The court first found the plaintiffs adequately pleaded a breach of the insurance contract. Next, the court drew inferences from the complaint’s averments in allowing the bad faith claim to proceed.

Specifically, plaintiffs pleaded severe injuries, through no fault of their own, that could not be fully compensated by the tortfeasor’s insurance. The complaint alleges that two years after the accident, the insurer “had failed to make any payments whatsoever to [the insureds] under the policy’s UIM coverage provision.” The insureds complied with the terms of the insurance policy at issue, giving reasonable notice of the accident and cooperating with the investigation.

“The complaint further alleges that, in addition to [the insurer’s] unreasonable delay in claims handling and its unreasonable failure to pay benefits, [the insurer] has failed to make a reasonable settlement offer, failed to reasonably and adequately investigate their claims, and failed to reasonably evaluate or review all pertinent documentation provided by the plaintiffs in support of their claim for UIM benefits. Accepting the facts alleged in the complaint as true and viewing them in the light most favorable to the plaintiffs, we find that the plaintiffs have stated a plausible statutory bad faith claim….”

Date of Decision: October 24, 2019

Golden v. Brethren Mutual Insurance Company, U. S. District Court Middle District of Pennsylvania CIVIL ACTION NO. 3:18-cv-02425, 2019 U.S. Dist. LEXIS 183691 (M.D. Pa. Oct. 24, 2019) (Saporito, M.J.)

One month later, the court issued an opinion denying summary judgment on both breach of contract and statutory bad faith. On the contract claim, the court stated that the contractual duty of good faith can be breached through a delay in payment of an inordinate and unreasonable time period.  Within the breach of contract analysis, the court looked to such  issues as the insurer’s claims handling and investigation, the insureds cooperation, and the ultimate claim valuation.

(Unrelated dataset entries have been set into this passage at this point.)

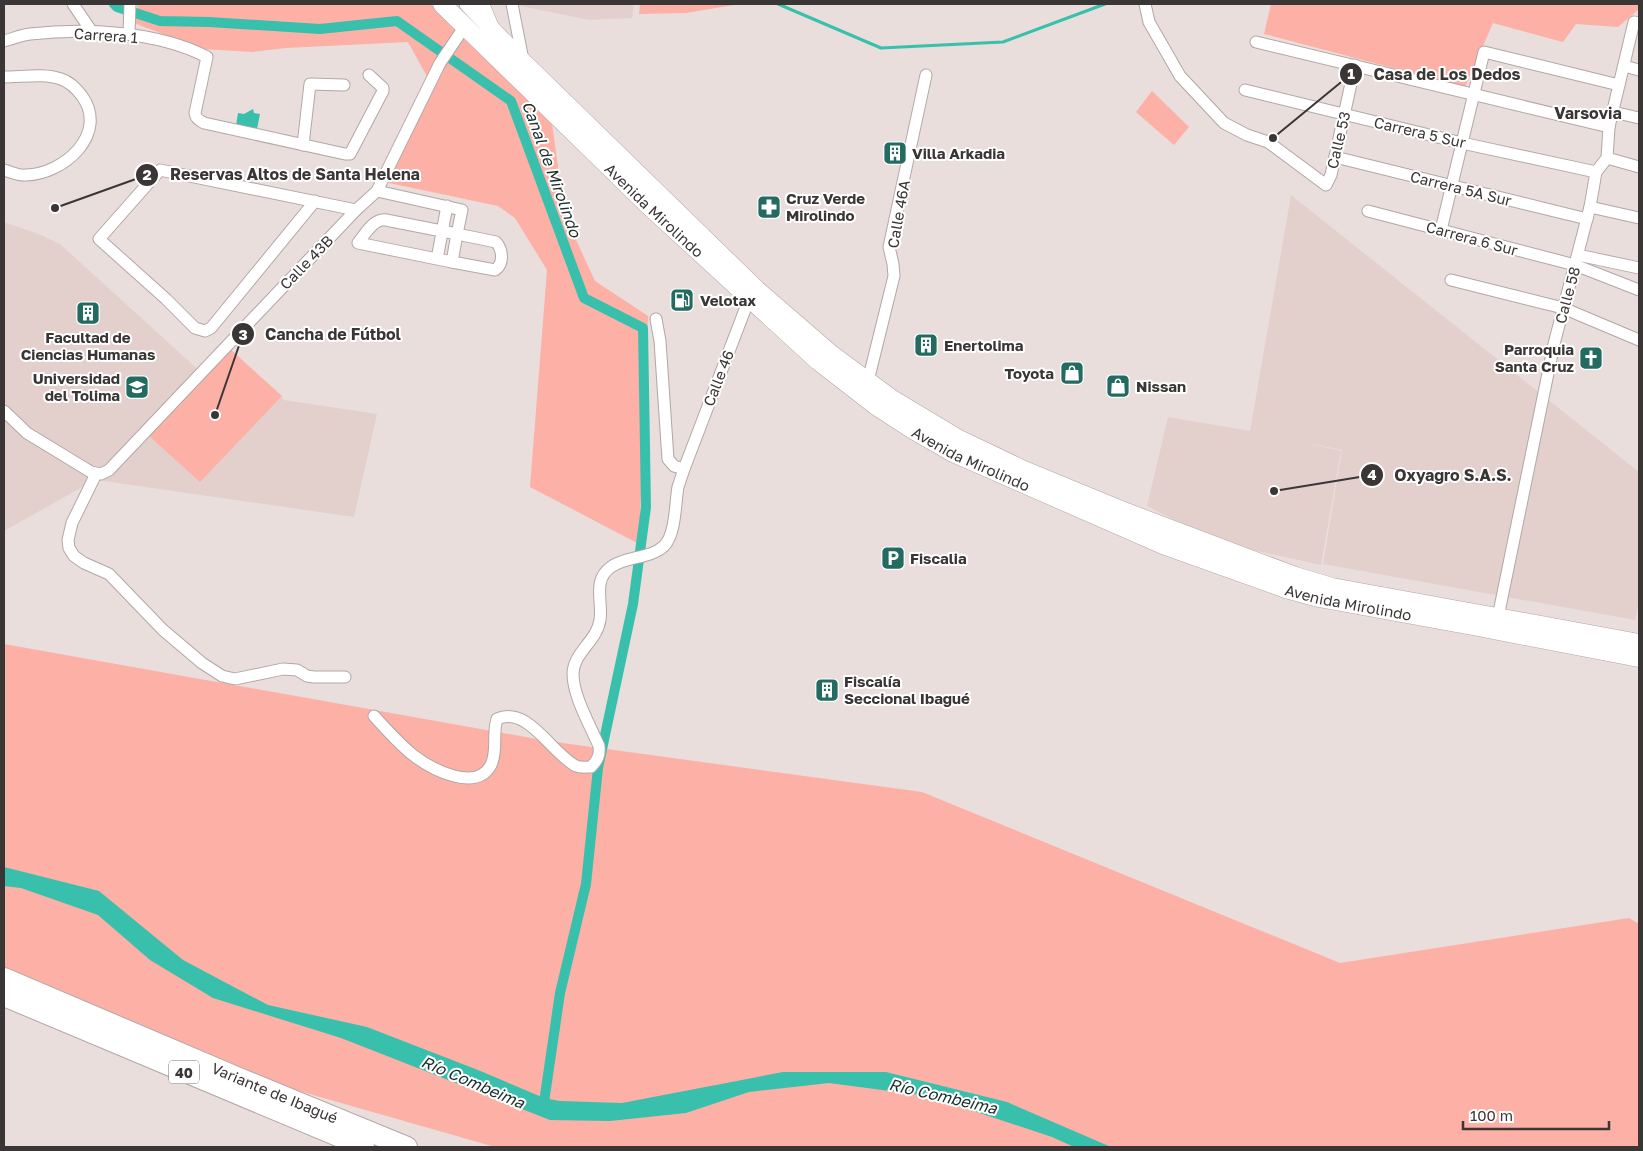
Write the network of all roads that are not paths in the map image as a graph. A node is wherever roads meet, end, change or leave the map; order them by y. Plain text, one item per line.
1 (73, 4) edge
2 (130, 4) edge
3 (442, 4) edge
4 (466, 4) edge
5 (480, 4) edge
6 (512, 4) edge
7 (1147, 12) edge
8 (1637, 23) edge
9 (465, 26) junction
10 (490, 28) junction
11 (92, 32) junction
12 (129, 34) junction
13 (4, 41) edge
14 (1256, 42) dead end
15 (523, 62) junction
16 (1355, 66) junction
17 (1624, 66) junction
18 (1639, 70) edge
19 (369, 75) dead end
20 (926, 75) dead end
21 (4, 77) edge
22 (344, 85) dead end
23 (1619, 85) junction
24 (1245, 90) dead end
25 (1474, 94) junction
26 (1613, 112) junction
27 (1344, 114) junction
28 (1639, 118) edge
29 (1609, 127) junction
30 (1462, 142) junction
31 (303, 145) junction
32 (1335, 156) junction
33 (1607, 158) junction
34 (1639, 167) edge
35 (4, 170) edge
36 (1596, 172) junction
37 (1451, 185) junction
38 (377, 191) junction
39 (315, 202) junction
40 (447, 206) junction
41 (1590, 207) junction
42 (356, 210) junction
43 (1368, 211) dead end
44 (1639, 218) edge
45 (1587, 219) junction
46 (1440, 230) junction
47 (442, 231) junction
48 (457, 234) junction
49 (437, 258) junction
50 (1577, 260) junction
51 (452, 262) junction
52 (1639, 268) edge
53 (1451, 280) dead end
54 (1639, 290) edge
55 (753, 294) junction
56 (1563, 308) junction
57 (656, 319) dead end
58 (1639, 340) edge
59 (868, 381) junction
60 (4, 411) edge
61 (684, 469) junction
62 (96, 474) junction
63 (1497, 623) junction
64 (1639, 643) edge
65 (1639, 658) edge
66 (345, 677) dead end
67 (374, 716) dead end
68 (4, 978) edge
69 (4, 996) edge
70 (364, 1147) edge
71 (407, 1147) edge

1 - 11 street
2 - 12 street
3 - 9 main road, Avenida Mirolindo
4 - 10 main road
5 - 10 main road, Avenida Mirolindo
6 - 15 street
7 - 32 street, Calle 53
8 - 17 street
9 - 38 street, Calle 43B
9 - 55 main road, Avenida Mirolindo
10 - 15 main road, Avenida Mirolindo
11 - 12 street, Carrera 1
11 - 13 street, Carrera 1
12 - 31 street, Carrera 1
14 - 16 street
15 - 55 main road, Avenida Mirolindo
16 - 25 street
16 - 27 street, Calle 53
17 - 18 street
17 - 23 street
19 - 31 street
20 - 59 street, Calle 46A
21 - 35 street
22 - 31 street
23 - 25 street
23 - 26 street
24 - 27 street, Carrera 5 Sur
25 - 29 street
25 - 30 street
26 - 28 street
26 - 29 street
27 - 30 street, Carrera 5 Sur
27 - 32 street, Calle 53
29 - 33 street
30 - 36 street, Carrera 5 Sur
30 - 37 street
32 - 37 street, Carrera 5A Sur
33 - 34 street
33 - 36 street, Calle 58
36 - 41 street, Calle 58
37 - 45 street, Carrera 5A Sur
37 - 46 street
38 - 40 street
38 - 42 street, Calle 43B
39 - 39 street
39 - 42 street
40 - 47 street
40 - 48 street
41 - 44 street
41 - 45 street, Calle 58
42 - 62 street, Calle 43B
43 - 46 street, Carrera 6 Sur
45 - 50 street, Calle 58
46 - 50 street, Carrera 6 Sur
47 - 48 street
47 - 49 street
47 - 49 street
48 - 51 street
48 - 51 street
49 - 51 street
50 - 52 street, Carrera 6 Sur
50 - 54 street
50 - 56 street, Calle 58
53 - 56 street
55 - 59 main road, Avenida Mirolindo
55 - 61 street, Calle 46
55 - 63 main road, Avenida Mirolindo
56 - 58 street
56 - 63 street, Calle 58
57 - 61 street
59 - 63 main road, Avenida Mirolindo
60 - 62 street
61 - 67 street, Calle 46
62 - 66 street
63 - 64 main road, Avenida Mirolindo
63 - 65 main road, Avenida Mirolindo
68 - 71 highway, Variante de Ibagué / 40
69 - 70 highway, Variante de Ibagué / 40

On the statutory bad faith claim, the court identified documents produced by the parties concerning the years long claims handling process. The insurer produced a body of documents in support of its claim that it was in constant communication with the insureds, and the insureds submitted other communication documents including demands on the insurer and medical records to support their bad faith position. The court also considered the insureds expert’s testimony opining that “in the context of industry standard for claims handling, [the] investigation, evaluation and resolution of the plaintiffs UIM claims was unreasonable and intentionally dilatory.”

Taking the evidence in the light most favorable to the non-moving insured, the court found there remained a material dispute of fact concerning the alleged failure to reasonably investigate, evaluate, or pay the claim.

Date of Decision: November 25, 2019

Golden v. Brethren Mutual Insurance Co., U. S. District Court Middle District of Pennsylvania CIVIL ACTION NO. 3:18-cv-02425, 2019 U.S. Dist. LEXIS 183691 (M.D. Pa. Nov. 25, 2019) (Saporito, M.J.)

COURT WILL NOT CONSIDER EVIDENTIARY DOCUMENTS ATTACHED TO AN ANSWER IN DECIDING A MOTION FOR JUDGMENT ON THE PLEADINGS (Middle District)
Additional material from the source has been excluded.